• TASK DIRECTIONS:
Scan the records below for the string "road" and return every line where it appears.

[RECORD SET — start]

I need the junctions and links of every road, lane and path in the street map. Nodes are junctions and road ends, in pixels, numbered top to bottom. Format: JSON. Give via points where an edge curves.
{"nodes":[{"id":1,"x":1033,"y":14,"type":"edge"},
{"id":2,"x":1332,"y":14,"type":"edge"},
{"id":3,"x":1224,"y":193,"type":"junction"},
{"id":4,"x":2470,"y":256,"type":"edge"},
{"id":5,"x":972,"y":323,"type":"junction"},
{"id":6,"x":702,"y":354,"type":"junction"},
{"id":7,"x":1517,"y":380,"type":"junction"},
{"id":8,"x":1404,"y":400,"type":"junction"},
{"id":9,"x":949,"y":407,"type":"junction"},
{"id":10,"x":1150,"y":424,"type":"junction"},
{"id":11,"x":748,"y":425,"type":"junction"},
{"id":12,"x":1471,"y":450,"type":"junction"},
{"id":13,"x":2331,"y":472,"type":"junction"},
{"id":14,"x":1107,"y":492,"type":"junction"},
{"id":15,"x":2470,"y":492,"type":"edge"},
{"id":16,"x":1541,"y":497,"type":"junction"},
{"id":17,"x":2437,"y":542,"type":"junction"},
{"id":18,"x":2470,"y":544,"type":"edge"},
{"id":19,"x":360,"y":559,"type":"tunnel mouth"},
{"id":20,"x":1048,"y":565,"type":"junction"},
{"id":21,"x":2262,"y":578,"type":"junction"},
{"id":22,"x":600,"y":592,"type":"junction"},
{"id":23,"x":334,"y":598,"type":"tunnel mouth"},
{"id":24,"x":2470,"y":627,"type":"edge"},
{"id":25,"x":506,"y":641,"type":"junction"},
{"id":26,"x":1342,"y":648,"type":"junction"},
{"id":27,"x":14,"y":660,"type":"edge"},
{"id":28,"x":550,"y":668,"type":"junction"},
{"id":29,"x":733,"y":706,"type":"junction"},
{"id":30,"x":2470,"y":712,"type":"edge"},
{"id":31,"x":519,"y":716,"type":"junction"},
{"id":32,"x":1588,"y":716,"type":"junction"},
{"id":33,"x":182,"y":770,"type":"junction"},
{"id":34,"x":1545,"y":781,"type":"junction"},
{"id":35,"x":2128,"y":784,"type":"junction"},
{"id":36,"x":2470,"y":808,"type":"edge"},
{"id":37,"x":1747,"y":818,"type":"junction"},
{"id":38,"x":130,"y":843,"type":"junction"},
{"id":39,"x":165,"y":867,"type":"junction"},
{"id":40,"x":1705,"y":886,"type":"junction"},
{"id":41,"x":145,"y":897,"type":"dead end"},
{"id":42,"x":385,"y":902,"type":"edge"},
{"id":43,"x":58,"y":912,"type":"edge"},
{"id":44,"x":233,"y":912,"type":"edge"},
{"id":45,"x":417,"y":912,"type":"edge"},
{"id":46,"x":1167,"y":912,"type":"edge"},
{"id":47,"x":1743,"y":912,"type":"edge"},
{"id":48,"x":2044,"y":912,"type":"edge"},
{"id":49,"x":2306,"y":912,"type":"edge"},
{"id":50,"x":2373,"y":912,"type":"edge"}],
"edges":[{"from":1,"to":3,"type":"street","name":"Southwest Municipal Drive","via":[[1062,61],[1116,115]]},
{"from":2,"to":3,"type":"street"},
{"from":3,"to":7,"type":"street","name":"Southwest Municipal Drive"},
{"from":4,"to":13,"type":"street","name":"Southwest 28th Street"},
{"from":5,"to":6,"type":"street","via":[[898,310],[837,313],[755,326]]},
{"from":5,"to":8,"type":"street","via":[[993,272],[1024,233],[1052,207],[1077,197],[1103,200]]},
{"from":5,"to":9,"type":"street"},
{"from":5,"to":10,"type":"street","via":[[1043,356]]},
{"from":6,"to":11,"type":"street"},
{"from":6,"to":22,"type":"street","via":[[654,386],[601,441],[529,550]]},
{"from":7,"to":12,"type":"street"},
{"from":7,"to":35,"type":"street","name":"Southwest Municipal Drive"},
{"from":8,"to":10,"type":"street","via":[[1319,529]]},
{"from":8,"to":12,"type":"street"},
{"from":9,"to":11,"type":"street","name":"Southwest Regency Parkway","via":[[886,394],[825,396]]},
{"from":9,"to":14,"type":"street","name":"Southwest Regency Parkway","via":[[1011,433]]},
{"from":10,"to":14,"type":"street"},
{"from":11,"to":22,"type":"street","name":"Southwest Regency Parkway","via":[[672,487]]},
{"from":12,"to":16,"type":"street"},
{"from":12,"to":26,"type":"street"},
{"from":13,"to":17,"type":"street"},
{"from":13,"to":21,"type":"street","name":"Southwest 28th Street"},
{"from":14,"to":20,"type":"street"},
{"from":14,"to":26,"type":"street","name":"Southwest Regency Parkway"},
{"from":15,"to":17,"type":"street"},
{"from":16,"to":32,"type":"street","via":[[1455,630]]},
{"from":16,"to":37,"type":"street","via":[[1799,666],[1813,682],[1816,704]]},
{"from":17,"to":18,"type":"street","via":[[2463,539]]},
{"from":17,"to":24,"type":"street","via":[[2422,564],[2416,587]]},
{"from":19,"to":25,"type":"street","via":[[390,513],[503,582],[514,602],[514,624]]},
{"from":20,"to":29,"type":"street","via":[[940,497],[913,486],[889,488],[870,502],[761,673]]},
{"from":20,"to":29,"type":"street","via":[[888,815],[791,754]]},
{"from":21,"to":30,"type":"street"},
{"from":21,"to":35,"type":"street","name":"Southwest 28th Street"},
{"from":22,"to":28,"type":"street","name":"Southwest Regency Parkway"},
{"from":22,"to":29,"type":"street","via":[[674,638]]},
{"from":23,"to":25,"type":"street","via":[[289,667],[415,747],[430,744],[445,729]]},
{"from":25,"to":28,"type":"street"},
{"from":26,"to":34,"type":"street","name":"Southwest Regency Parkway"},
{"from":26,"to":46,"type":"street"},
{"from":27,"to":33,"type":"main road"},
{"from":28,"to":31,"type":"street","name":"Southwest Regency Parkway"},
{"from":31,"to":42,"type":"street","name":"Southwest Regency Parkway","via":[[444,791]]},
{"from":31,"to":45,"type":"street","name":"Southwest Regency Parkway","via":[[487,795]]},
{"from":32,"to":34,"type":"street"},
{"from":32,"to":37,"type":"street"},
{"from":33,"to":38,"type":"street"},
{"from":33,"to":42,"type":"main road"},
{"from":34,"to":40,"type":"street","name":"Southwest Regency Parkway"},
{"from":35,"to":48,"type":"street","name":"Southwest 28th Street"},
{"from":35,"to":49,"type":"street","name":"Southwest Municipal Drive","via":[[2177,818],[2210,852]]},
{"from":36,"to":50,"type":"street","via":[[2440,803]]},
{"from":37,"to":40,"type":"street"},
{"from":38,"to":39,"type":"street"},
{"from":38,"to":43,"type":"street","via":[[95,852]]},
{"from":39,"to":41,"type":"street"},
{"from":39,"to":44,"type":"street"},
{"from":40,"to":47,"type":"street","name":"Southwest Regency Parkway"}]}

[RECORD SET — finish]

• SOLUTION TO THIS EXERCISE:
I need the junctions and links of every road, lane and path in the street map. Nodes are junctions and road ends, in pixels, numbered top to bottom. Format: JSON. Give via points where an edge curves.
{"from":27,"to":33,"type":"main road"},
{"from":33,"to":42,"type":"main road"},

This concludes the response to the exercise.